What this task involves: Every entry below is to be retyped exactly as it stands.

Stored items from a collection
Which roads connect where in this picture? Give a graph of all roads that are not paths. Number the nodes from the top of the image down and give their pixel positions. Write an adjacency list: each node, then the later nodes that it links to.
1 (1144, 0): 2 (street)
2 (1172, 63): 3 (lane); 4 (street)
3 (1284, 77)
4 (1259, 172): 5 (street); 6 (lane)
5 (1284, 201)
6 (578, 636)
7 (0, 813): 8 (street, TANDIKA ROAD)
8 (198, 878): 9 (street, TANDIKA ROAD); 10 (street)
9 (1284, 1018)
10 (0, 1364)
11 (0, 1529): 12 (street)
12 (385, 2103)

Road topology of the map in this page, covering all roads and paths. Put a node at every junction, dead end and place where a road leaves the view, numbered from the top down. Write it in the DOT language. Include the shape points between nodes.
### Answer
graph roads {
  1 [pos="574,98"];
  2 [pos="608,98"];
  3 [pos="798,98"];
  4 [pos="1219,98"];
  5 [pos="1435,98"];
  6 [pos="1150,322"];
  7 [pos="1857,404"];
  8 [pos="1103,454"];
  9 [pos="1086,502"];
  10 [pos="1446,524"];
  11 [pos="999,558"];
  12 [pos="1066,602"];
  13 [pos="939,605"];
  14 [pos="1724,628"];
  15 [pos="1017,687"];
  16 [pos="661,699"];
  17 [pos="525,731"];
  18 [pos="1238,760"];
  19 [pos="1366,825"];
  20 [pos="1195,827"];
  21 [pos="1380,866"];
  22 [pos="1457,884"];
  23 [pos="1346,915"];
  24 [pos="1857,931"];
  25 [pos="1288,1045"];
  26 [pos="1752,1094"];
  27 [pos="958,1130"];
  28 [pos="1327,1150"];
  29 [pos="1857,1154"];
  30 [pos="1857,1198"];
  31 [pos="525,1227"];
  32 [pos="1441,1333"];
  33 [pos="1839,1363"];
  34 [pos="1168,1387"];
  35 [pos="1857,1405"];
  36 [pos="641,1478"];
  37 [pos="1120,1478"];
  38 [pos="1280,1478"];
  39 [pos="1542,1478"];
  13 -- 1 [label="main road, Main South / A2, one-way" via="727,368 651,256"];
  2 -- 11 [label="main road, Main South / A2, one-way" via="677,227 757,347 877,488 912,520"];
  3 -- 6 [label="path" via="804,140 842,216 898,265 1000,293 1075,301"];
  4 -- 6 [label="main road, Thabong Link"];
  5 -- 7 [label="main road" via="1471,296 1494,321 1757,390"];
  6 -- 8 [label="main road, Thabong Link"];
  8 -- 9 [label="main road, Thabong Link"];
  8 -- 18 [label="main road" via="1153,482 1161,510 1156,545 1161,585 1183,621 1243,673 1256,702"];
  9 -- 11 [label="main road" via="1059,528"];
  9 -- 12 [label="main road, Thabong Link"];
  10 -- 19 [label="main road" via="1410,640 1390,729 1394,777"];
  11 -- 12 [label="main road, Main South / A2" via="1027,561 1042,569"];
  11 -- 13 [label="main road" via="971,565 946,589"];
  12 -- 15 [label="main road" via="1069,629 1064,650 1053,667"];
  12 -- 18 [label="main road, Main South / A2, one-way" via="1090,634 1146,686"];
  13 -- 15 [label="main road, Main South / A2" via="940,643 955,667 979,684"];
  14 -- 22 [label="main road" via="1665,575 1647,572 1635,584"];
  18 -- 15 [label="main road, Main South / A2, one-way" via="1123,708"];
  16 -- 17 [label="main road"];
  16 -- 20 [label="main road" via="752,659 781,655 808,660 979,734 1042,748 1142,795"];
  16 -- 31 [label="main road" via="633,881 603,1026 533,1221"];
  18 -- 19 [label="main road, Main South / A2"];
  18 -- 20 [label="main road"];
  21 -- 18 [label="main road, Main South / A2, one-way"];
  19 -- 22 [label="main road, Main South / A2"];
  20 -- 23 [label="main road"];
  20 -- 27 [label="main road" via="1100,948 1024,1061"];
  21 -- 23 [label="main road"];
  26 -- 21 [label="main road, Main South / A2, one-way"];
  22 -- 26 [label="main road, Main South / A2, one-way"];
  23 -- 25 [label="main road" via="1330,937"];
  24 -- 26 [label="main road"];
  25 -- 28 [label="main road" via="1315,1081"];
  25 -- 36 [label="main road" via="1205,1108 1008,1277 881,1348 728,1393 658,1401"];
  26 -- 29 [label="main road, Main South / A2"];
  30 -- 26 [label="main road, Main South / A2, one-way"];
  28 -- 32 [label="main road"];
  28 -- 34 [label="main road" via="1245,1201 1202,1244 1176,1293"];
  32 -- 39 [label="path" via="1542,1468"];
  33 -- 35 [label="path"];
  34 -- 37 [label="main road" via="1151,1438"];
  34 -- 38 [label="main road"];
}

Reply:
Which roads connect where in this picture? Give a graph of all roads that are not paths. Number the nodes from the top of the image down and give their pixel positions. Write an adjacency list: each node, then the later nodes that it links to.
1 (1144, 0): 2 (street)
2 (1172, 63): 3 (lane); 4 (street)
3 (1284, 77)
4 (1259, 172): 5 (street); 6 (lane)
5 (1284, 201)
6 (578, 636)
7 (0, 813): 8 (street, TANDIKA ROAD)
8 (198, 878): 9 (street, TANDIKA ROAD); 10 (street)
9 (1284, 1018)
10 (0, 1364)
11 (0, 1529): 12 (street)
12 (385, 2103)

Road topology of the map in this page, covering all roads and paths. Put a node at every junction, dead end and place where a road leaves the view, numbered from the top down. Write it in the DOT language. Include the shape points between nodes.
### Answer
graph roads {
  1 [pos="574,98"];
  2 [pos="608,98"];
  3 [pos="798,98"];
  4 [pos="1219,98"];
  5 [pos="1435,98"];
  6 [pos="1150,322"];
  7 [pos="1857,404"];
  8 [pos="1103,454"];
  9 [pos="1086,502"];
  10 [pos="1446,524"];
  11 [pos="999,558"];
  12 [pos="1066,602"];
  13 [pos="939,605"];
  14 [pos="1724,628"];
  15 [pos="1017,687"];
  16 [pos="661,699"];
  17 [pos="525,731"];
  18 [pos="1238,760"];
  19 [pos="1366,825"];
  20 [pos="1195,827"];
  21 [pos="1380,866"];
  22 [pos="1457,884"];
  23 [pos="1346,915"];
  24 [pos="1857,931"];
  25 [pos="1288,1045"];
  26 [pos="1752,1094"];
  27 [pos="958,1130"];
  28 [pos="1327,1150"];
  29 [pos="1857,1154"];
  30 [pos="1857,1198"];
  31 [pos="525,1227"];
  32 [pos="1441,1333"];
  33 [pos="1839,1363"];
  34 [pos="1168,1387"];
  35 [pos="1857,1405"];
  36 [pos="641,1478"];
  37 [pos="1120,1478"];
  38 [pos="1280,1478"];
  39 [pos="1542,1478"];
  13 -- 1 [label="main road, Main South / A2, one-way" via="727,368 651,256"];
  2 -- 11 [label="main road, Main South / A2, one-way" via="677,227 757,347 877,488 912,520"];
  3 -- 6 [label="path" via="804,140 842,216 898,265 1000,293 1075,301"];
  4 -- 6 [label="main road, Thabong Link"];
  5 -- 7 [label="main road" via="1471,296 1494,321 1757,390"];
  6 -- 8 [label="main road, Thabong Link"];
  8 -- 9 [label="main road, Thabong Link"];
  8 -- 18 [label="main road" via="1153,482 1161,510 1156,545 1161,585 1183,621 1243,673 1256,702"];
  9 -- 11 [label="main road" via="1059,528"];
  9 -- 12 [label="main road, Thabong Link"];
  10 -- 19 [label="main road" via="1410,640 1390,729 1394,777"];
  11 -- 12 [label="main road, Main South / A2" via="1027,561 1042,569"];
  11 -- 13 [label="main road" via="971,565 946,589"];
  12 -- 15 [label="main road" via="1069,629 1064,650 1053,667"];
  12 -- 18 [label="main road, Main South / A2, one-way" via="1090,634 1146,686"];
  13 -- 15 [label="main road, Main South / A2" via="940,643 955,667 979,684"];
  14 -- 22 [label="main road" via="1665,575 1647,572 1635,584"];
  18 -- 15 [label="main road, Main South / A2, one-way" via="1123,708"];
  16 -- 17 [label="main road"];
  16 -- 20 [label="main road" via="752,659 781,655 808,660 979,734 1042,748 1142,795"];
  16 -- 31 [label="main road" via="633,881 603,1026 533,1221"];
  18 -- 19 [label="main road, Main South / A2"];
  18 -- 20 [label="main road"];
  21 -- 18 [label="main road, Main South / A2, one-way"];
  19 -- 22 [label="main road, Main South / A2"];
  20 -- 23 [label="main road"];
  20 -- 27 [label="main road" via="1100,948 1024,1061"];
  21 -- 23 [label="main road"];
  26 -- 21 [label="main road, Main South / A2, one-way"];
  22 -- 26 [label="main road, Main South / A2, one-way"];
  23 -- 25 [label="main road" via="1330,937"];
  24 -- 26 [label="main road"];
  25 -- 28 [label="main road" via="1315,1081"];
  25 -- 36 [label="main road" via="1205,1108 1008,1277 881,1348 728,1393 658,1401"];
  26 -- 29 [label="main road, Main South / A2"];
  30 -- 26 [label="main road, Main South / A2, one-way"];
  28 -- 32 [label="main road"];
  28 -- 34 [label="main road" via="1245,1201 1202,1244 1176,1293"];
  32 -- 39 [label="path" via="1542,1468"];
  33 -- 35 [label="path"];
  34 -- 37 [label="main road" via="1151,1438"];
  34 -- 38 [label="main road"];
}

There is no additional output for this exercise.